INSTRUCTIONS FOR THE TASK. Copy the result of filtering the entries below for lines that include the string "graph".
=====
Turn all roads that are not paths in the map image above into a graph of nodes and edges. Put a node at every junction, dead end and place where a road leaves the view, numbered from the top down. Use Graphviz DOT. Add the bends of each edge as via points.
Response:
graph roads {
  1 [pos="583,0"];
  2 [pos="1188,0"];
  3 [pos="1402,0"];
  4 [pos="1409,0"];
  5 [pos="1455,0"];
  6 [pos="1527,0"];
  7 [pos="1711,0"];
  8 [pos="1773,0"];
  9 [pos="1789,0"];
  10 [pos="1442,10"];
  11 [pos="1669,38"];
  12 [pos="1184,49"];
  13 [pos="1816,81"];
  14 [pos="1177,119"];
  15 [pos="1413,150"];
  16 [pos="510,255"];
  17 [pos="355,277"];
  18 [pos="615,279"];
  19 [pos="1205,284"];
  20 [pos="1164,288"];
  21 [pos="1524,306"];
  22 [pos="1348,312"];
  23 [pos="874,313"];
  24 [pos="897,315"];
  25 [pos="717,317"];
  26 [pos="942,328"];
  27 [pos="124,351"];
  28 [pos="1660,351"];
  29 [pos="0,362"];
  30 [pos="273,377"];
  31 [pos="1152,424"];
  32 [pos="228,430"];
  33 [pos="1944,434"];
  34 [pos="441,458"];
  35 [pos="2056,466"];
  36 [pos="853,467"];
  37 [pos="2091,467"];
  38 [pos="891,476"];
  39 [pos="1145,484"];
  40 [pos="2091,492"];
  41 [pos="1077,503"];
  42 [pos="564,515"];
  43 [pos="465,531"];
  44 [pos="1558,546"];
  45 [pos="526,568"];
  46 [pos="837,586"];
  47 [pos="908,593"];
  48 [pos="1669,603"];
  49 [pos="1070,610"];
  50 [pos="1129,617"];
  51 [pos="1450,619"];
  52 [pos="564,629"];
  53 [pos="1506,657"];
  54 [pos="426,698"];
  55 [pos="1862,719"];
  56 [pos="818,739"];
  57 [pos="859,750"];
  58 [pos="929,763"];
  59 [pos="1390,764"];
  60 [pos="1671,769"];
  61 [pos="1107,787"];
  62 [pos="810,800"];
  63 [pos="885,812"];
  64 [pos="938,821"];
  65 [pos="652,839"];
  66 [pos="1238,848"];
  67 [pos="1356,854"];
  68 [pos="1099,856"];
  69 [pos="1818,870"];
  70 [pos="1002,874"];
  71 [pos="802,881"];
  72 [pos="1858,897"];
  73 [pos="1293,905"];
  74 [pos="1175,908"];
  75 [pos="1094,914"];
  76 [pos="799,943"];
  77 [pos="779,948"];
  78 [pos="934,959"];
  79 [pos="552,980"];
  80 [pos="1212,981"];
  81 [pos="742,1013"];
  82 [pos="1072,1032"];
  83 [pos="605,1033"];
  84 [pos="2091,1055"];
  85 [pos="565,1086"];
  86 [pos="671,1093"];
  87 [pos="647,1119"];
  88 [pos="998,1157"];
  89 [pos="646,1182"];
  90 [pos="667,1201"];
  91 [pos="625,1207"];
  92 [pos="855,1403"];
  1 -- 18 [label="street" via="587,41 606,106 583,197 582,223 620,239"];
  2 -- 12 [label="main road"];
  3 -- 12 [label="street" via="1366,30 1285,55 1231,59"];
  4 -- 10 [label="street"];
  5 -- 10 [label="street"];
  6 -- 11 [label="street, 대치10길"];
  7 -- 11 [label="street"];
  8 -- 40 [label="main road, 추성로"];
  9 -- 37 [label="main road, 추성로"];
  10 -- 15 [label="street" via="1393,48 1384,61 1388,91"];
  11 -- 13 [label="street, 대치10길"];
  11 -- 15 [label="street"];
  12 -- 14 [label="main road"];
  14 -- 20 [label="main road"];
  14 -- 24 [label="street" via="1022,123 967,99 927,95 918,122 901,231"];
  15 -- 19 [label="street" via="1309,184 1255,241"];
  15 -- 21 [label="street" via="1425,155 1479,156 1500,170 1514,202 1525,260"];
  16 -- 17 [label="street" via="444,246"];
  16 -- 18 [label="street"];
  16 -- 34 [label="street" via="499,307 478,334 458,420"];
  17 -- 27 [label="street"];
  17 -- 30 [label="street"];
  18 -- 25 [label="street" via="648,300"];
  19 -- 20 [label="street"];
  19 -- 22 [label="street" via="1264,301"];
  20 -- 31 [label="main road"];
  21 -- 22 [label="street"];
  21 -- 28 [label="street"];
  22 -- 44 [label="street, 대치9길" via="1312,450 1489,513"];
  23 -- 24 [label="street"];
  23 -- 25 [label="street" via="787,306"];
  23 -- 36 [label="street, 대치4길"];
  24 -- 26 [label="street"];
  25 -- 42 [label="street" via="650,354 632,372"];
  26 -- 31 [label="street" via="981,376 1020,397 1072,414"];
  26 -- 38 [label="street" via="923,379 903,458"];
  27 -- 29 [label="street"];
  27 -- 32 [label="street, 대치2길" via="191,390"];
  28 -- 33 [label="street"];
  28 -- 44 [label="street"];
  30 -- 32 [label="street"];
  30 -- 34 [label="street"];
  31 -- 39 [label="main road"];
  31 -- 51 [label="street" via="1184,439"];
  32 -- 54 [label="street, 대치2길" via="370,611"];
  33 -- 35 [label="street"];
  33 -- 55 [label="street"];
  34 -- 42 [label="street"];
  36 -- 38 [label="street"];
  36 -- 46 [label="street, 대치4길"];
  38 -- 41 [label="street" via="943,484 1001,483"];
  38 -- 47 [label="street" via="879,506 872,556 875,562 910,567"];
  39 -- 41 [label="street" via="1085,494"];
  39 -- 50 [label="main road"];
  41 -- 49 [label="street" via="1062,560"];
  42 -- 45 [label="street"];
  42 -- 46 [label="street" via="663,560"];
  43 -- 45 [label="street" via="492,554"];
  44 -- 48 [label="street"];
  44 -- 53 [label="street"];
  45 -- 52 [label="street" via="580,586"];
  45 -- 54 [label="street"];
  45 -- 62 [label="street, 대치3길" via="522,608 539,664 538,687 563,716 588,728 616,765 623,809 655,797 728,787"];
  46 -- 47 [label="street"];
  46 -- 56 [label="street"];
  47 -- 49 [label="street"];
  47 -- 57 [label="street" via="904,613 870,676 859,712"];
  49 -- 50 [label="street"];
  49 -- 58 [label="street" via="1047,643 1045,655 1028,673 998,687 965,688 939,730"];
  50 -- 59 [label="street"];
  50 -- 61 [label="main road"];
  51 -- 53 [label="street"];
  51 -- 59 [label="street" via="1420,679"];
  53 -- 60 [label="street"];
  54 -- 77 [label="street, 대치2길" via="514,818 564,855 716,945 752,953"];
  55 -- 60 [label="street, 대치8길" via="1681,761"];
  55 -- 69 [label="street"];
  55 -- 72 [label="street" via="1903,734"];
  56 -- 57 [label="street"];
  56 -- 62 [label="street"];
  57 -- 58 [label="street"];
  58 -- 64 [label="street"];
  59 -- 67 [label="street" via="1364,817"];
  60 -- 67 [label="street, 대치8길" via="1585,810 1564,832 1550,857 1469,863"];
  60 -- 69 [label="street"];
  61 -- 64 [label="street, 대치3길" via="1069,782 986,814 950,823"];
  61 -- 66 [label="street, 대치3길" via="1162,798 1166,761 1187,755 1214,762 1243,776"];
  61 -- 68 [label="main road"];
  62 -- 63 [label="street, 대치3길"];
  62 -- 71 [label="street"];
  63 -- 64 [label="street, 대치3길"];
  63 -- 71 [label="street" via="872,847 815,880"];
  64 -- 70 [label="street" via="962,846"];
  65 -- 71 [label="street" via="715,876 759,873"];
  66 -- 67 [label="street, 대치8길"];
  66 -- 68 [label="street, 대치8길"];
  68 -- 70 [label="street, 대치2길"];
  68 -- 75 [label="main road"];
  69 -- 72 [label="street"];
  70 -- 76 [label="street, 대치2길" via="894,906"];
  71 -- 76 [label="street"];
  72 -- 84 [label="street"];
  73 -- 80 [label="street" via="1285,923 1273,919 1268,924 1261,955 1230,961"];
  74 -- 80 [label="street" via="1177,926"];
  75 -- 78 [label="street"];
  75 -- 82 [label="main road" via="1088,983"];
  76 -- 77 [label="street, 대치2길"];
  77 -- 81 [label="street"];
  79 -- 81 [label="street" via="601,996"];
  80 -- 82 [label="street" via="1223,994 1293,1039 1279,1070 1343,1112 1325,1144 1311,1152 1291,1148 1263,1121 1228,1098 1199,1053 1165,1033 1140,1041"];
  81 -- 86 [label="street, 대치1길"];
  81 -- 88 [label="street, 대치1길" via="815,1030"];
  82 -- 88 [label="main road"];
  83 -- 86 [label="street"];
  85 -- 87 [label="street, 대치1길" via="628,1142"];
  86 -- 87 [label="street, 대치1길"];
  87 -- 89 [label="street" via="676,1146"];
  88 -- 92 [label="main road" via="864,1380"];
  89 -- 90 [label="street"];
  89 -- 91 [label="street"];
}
=====
ANSWER TO THIS PROBLEM.
Turn all roads that are not paths in the map image above into a graph of nodes and edges. Put a node at every junction, dead end and place where a road leaves the view, numbered from the top down. Use Graphviz DOT. Add the bends of each edge as via points.
graph roads {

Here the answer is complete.